What is required: Return all lines from the entries below in which the word "Avenue" is present.
*** Opening of Supplied information ***
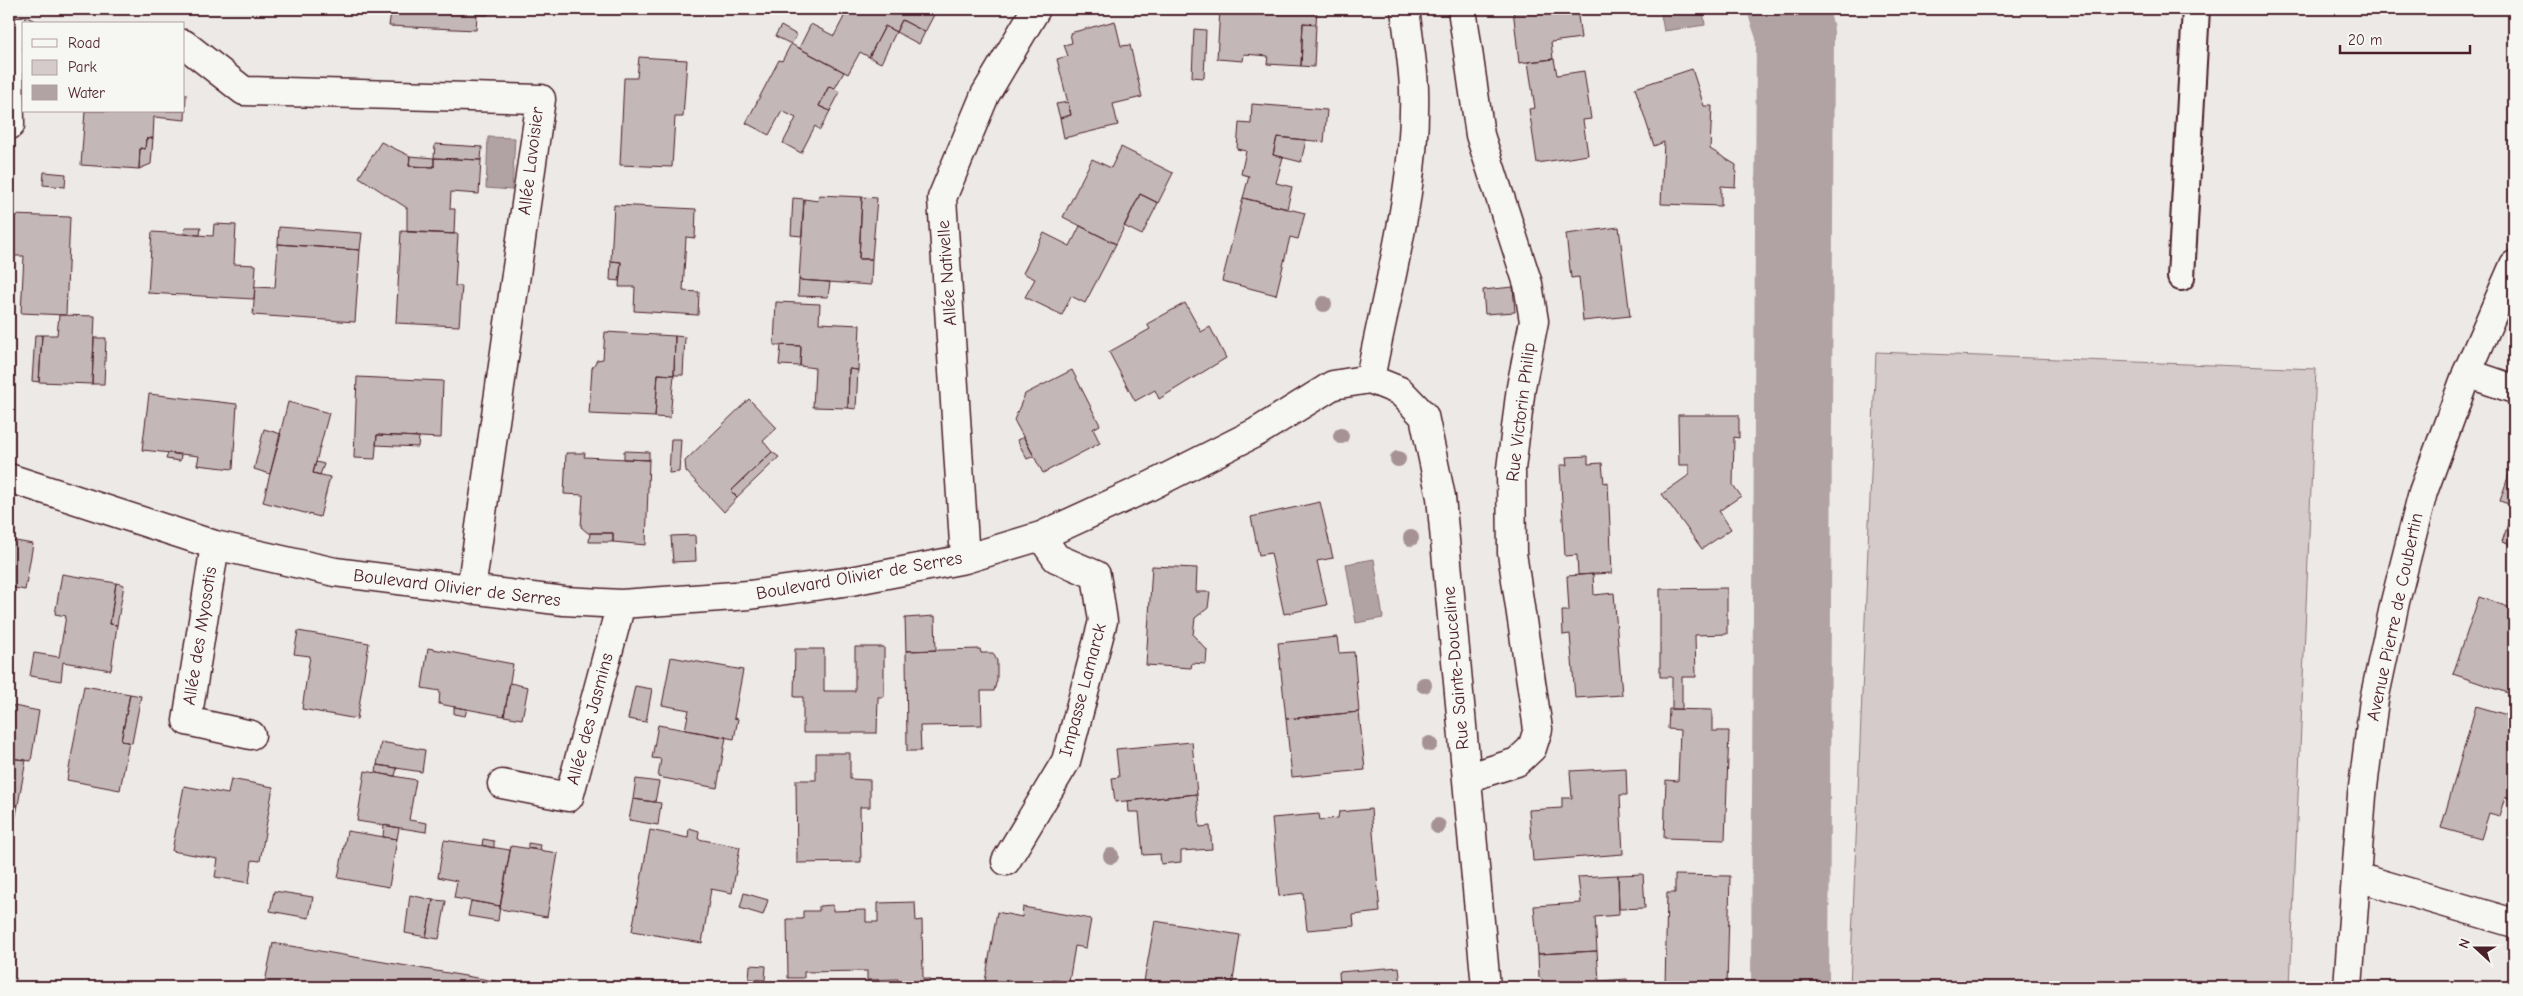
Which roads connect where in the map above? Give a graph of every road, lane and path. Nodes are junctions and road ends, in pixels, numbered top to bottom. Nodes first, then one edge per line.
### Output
1 (1036, 9) edge
2 (1405, 9) edge
3 (1462, 9) edge
4 (2196, 9) edge
5 (9, 32) edge
6 (22, 32) edge
7 (185, 45) edge
8 (9, 53) edge
9 (10, 125) dead end
10 (2514, 265) edge
11 (2181, 277) dead end
12 (2467, 373) junction
13 (1370, 379) junction
14 (2514, 389) edge
15 (9, 478) edge
16 (1041, 536) junction
17 (215, 545) junction
18 (965, 559) junction
19 (471, 590) junction
20 (621, 604) junction
21 (251, 735) dead end
22 (1466, 778) junction
23 (502, 784) dead end
24 (1006, 860) dead end
25 (2357, 877) junction
26 (2514, 923) edge
27 (1486, 987) edge
28 (2348, 987) edge

1 - 18 street, Allée Nativelle
2 - 13 street
3 - 22 street, Rue Victorin Philip
4 - 11 lane
5 - 6 street
7 - 19 street, Allée Lavoisier
8 - 9 street
10 - 12 street, Avenue Pierre de Coubertin
12 - 14 street
12 - 25 street, Avenue Pierre de Coubertin
13 - 16 street, Boulevard Olivier de Serres
13 - 22 street, Rue Sainte-Douceline
15 - 17 street, Boulevard Olivier de Serres
16 - 18 street, Boulevard Olivier de Serres
16 - 24 street, Impasse Lamarck
17 - 19 street, Boulevard Olivier de Serres
17 - 21 street, Allée des Myosotis
18 - 20 street, Boulevard Olivier de Serres
19 - 20 street, Boulevard Olivier de Serres
20 - 23 street, Allée des Jasmins
22 - 27 street, Rue Sainte-Douceline
25 - 26 street
25 - 28 street, Avenue Pierre de Coubertin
*** Close of Supplied information ***
Problem solution:
10 - 12 street, Avenue Pierre de Coubertin
12 - 25 street, Avenue Pierre de Coubertin
25 - 28 street, Avenue Pierre de Coubertin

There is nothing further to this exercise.